Annie Bananie en Europe

A blog about travel, life, and everyday tidbits

Foire internationale de Bordeaux

The summer atmosphere haves arrived in Bordeaux! The month of June has already been filled with events in every corner of Bordeaux that brings the city to life. During the next couple of weeks, I’ll be posting updates on the festivities around the area.

We started out with the Foire internationale de Bordeaux (International Fair of Bordeaux), which took place between May 28 and June 5. A friend and I decided to go on the last day of the fair without knowing what the whole thing was about. All we wanted to see initially was the Fabuleuse Egypt exhibition, and little did we know that we were in for a mini World Expo.

Upon arriving at Parc d’Exposition, we saw rows and rows of booths and kiosks from countries all around the world – many countries had more than one booth – selling their specialties, ranging anywhere from food to clothing to musical instruments to crafts. These countries included but were not limited to Madagascar, Tahiti, Japan, Korea, Vietnam, China, Thailand, Senegal, Italy, Russia, Canada, Egypt, and Peru. At various points during the day, there were also dance performances from the islands in the French Overseas Departments and Territories, such as Martinique, La Réunion, and Guadeloupe. Never have I wanted to visit Martinique so much!
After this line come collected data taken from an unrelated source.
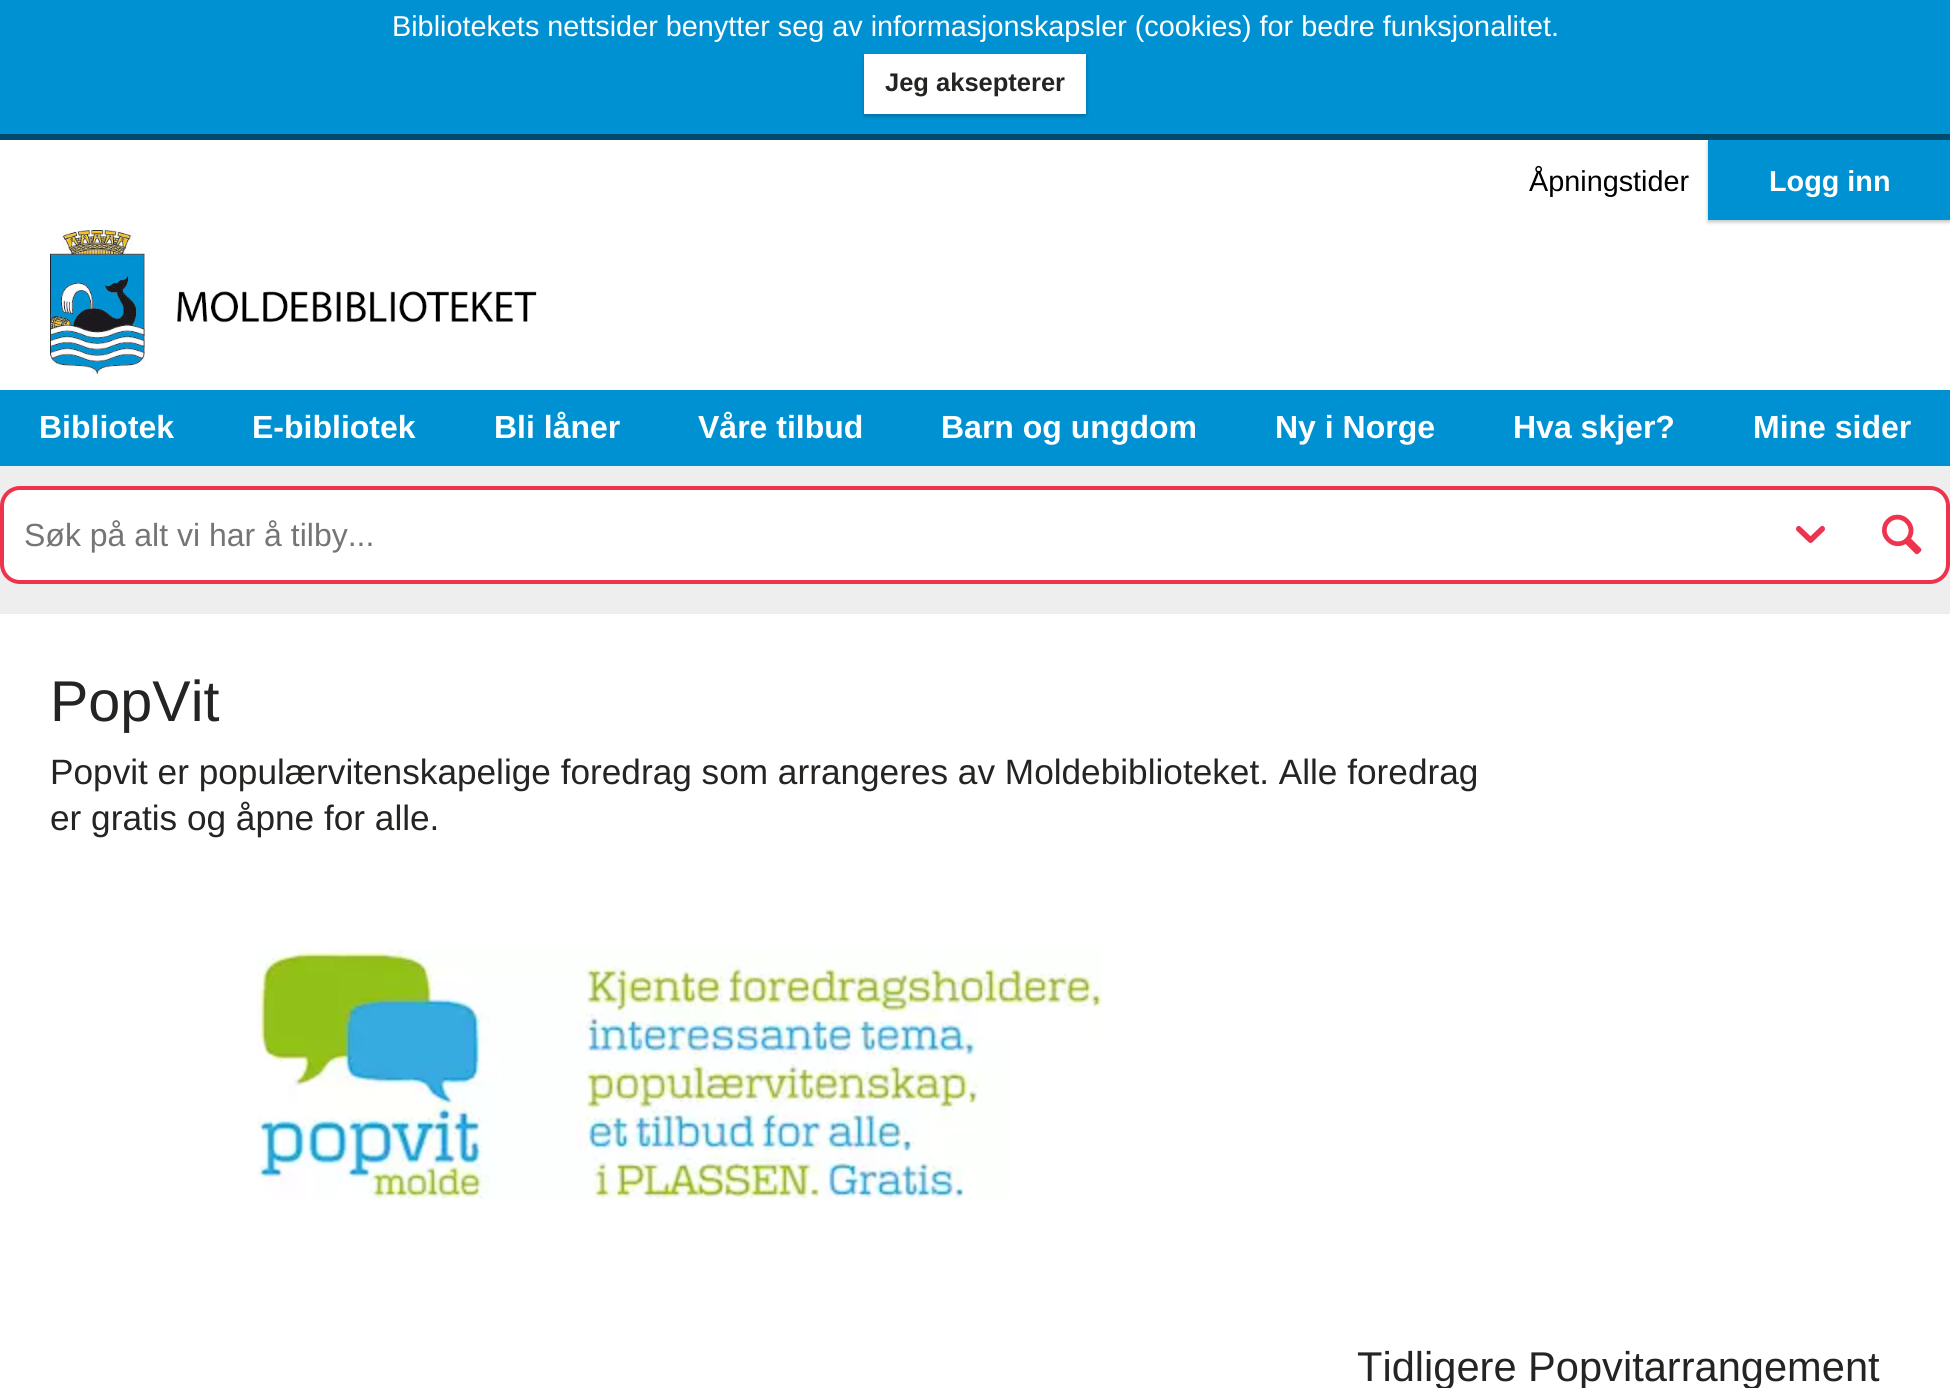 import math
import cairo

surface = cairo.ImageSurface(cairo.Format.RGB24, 1950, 1388)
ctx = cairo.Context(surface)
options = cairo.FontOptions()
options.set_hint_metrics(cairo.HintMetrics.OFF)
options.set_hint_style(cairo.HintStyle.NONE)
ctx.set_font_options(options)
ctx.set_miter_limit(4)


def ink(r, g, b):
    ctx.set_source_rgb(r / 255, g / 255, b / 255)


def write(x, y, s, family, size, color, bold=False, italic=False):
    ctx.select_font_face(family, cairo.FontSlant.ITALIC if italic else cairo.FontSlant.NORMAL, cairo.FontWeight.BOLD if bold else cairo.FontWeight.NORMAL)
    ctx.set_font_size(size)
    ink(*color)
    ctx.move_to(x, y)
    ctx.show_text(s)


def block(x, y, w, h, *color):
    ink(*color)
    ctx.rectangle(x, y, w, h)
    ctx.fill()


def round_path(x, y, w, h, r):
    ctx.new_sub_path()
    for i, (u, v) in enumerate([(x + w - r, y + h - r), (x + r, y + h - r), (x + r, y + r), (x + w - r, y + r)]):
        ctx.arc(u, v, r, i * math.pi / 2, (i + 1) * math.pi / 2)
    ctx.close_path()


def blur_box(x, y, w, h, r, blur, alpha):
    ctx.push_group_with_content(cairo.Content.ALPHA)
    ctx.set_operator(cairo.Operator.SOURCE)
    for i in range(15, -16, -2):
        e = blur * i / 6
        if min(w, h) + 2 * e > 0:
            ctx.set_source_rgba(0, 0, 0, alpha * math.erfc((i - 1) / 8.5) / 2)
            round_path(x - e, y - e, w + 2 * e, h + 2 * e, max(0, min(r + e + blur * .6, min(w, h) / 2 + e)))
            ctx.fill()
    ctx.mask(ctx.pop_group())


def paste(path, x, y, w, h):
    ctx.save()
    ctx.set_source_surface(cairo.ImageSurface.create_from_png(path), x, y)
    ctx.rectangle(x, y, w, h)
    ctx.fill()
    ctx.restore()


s1 = dict(family="Liberation Sans", size=28.8, color=(255, 255, 255))
s2 = dict(family="Liberation Sans", size=25.5, color=(37, 36, 35), bold=True)
s3 = dict(family="Liberation Sans", size=28.8, color=(0, 0, 0))
s4 = dict(family="Liberation Sans", size=28.8, color=(255, 255, 255), bold=True)
s5 = dict(family="Liberation Sans", size=32, color=(255, 255, 255), bold=True)
s6 = dict(family="Liberation Sans", size=32, color=(117, 117, 117))
s7 = dict(family="Liberation Sans", size=57.5, color=(37, 36, 35))
s8 = dict(family="Liberation Sans", size=35.2, color=(37, 36, 35))
s9 = dict(family="Liberation Sans", size=41.6, color=(37, 36, 35))

ink(239, 238, 238)
ctx.paint()
block(0, 0, 1950, 134, 0, 145, 211)
block(0, 134, 1950, 6, 0, 75, 109)
write(392, 36, "Bibliotekets nettsider benytter seg av informasjonskapsler (cookies) for bedre funksjonalitet.", **s1)
ink(0, 0, 0)
blur_box(864, 56, 222, 60, 0, 2, 0.25)
block(864, 54, 222, 60, 255, 255, 255)
write(885, 91, "Jeg aksepterer", **s2)
block(0, 140, 1950, 250, 255, 255, 255)
write(1529, 191, "Åpningstider", **s3)
ink(0, 0, 0)
blur_box(1708, 142, 242, 80, 0, 2, 0.25)
block(1708, 140, 242, 80, 0, 145, 211)
write(1769, 191, "Logg inn", **s4)
paste("pic1.png", 50, 230, 487, 144)
block(0, 390, 1950, 76, 0, 145, 211)
write(39, 438, "Bibliotek", **s5)
write(252, 438, "E-bibliotek", **s5)
write(494, 438, "Bli låner", **s5)
write(698, 438, "Våre tilbud", **s5)
write(941, 438, "Barn og ungdom", **s5)
write(1275, 438, "Ny i Norge", **s5)
write(1513, 438, "Hva skjer?", **s5)
write(1753, 438, "Mine sider", **s5)
round_path(2, 488, 1946, 94, 18)
ctx.fill_preserve()
ink(238, 51, 78)
ctx.set_line_width(4)
ctx.stroke()
ink(255, 255, 255)
round_path(4, 490, 1742, 90, 20)
ctx.fill()
write(24, 546, "Søk på alt vi har å tilby...", **s6)
paste("pic2.png", 1796, 525, 29, 18)
paste("pic3.png", 1882, 514, 40, 41)
block(0, 614, 1950, 774, 255, 255, 255)
write(50, 721, "PopVit", **s7)
write(50, 784, "Popvit er populærvitenskapelige foredrag som arrangeres av Moldebiblioteket. Alle foredrag", **s8)
write(50, 830, "er gratis og åpne for alle.", **s8)
paste("pic4.png", 257, 949, 845, 252)
write(1357, 1381, "Tidligere Popvitarrangement", **s9)
surface.write_to_png("screenshot.png")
An anticipated short visit turned into a 4-hour outing as my friend and I roamed around the exposition grounds, surrounded by a million different colours and attracted by the unique items on sale. We wandered from booth to booth, cozily packed together, and saw quite a lot of fun and unusual stuff that you wouldn’t expect to see in Bordeaux.

A piece of ornament from an African country, either Senegal or Madagascar, I can’t remember exactly.

More ornaments and wooden sculptures from Africa. Some of these have quite funny shapes and were rather amusing to look at.

Booth from Italy selling gigantic hunks of meat and cheese, the perfect combination for a hungry visitor. Of course, one wouldn’t miss the enormous sausages hanging in the back.

A closer look at the Italian cheese, sitting there just tempting you to grab a chunk of it and run. There were actually samples of the cheese for tasting and boy, was it delicious! Not too strong to the point where it’d taste absolutely bitter, but poignant enough to not taste like plain processed cheese. I think the saltiness was perhaps what made it more special.

Anybody want some nice long leather coats for the upcoming winter?

There was no sign on this shop to say what country it was from, but I suspect that it was somewhere oriental and perhaps China (though China did have another stall). Lots of little glass statuettes and mini figurines here on sale.

From the same shop as above, we see here a range of different items on display, including combs, key rings, and wooden flutes. I bought a wooden flute for 1 Euro because I thought heck, it was cheap, and one can never have too many flutes to try out! One thing I actually really want is a pan flute because the sound of pan flutes is absolutely, stunningly beautiful. One day I’ll have to find one of those.

Japanese booth selling katanas. I was wondering whether these were real, and I had the impression that they’d be much more expensive if they were indeed real. I tried to take off the sheath from one of them, but it ended up being rather heavy, so I gave up, not wanting to accidentally injure myself…

Drums from Senegal come in different sizes, and upon closer observation, there is a uniquely different design on each drum body.

Buddhist statues on sale at a booth from Thailand…

…and at the same booth, scarves in the colours of the rainbow are piled up neatly for customers.

If I remember correctly, this is a Vietnamese booth. I liked this one a lot because there were quite a few spiffy items spanned across several kiosks. I love the spectrum of colours here!

These magnetic stones were found in the China booth, but I had no idea that they were in any way “Chinese”…

Samosas from one of the French DOM-TOM (départements d’outre-mer and territoires d’outre-mer). Slightly expensive, yes, but the smell was irresistible, especially since it was lunch time when I walked by and my stomach was growling. So I tried two types, the fish and the crab. While the fish samosa was quite normal and uninteresting, the crab samosa was surprisingly delicious!

Russian booth selling these little dolls among other cute accessories. The Russians had one of the coolest booths of the entire expo, in my opinion, as they sold binoculars, military outfits, and hats made of fox fur (or so they said). The hat was actually very, very nice, but it was on the pricey side and friend and I couldn’t be sure that it was authentic fox fur…so we let it go reluctantly. Still a beauty, though.

So that was the end of the Foire Internationale. Coming up: Bordeaux Fête le Fleuve (River Festival) and Fête de la musique (music festival)! Of course, the famous summer sales in France are coming up in a week or so, super! All in all, I’m anticipating more crowds, performances, fireworks, and just a lot of fun during my first summer in this fabulous city! À plus!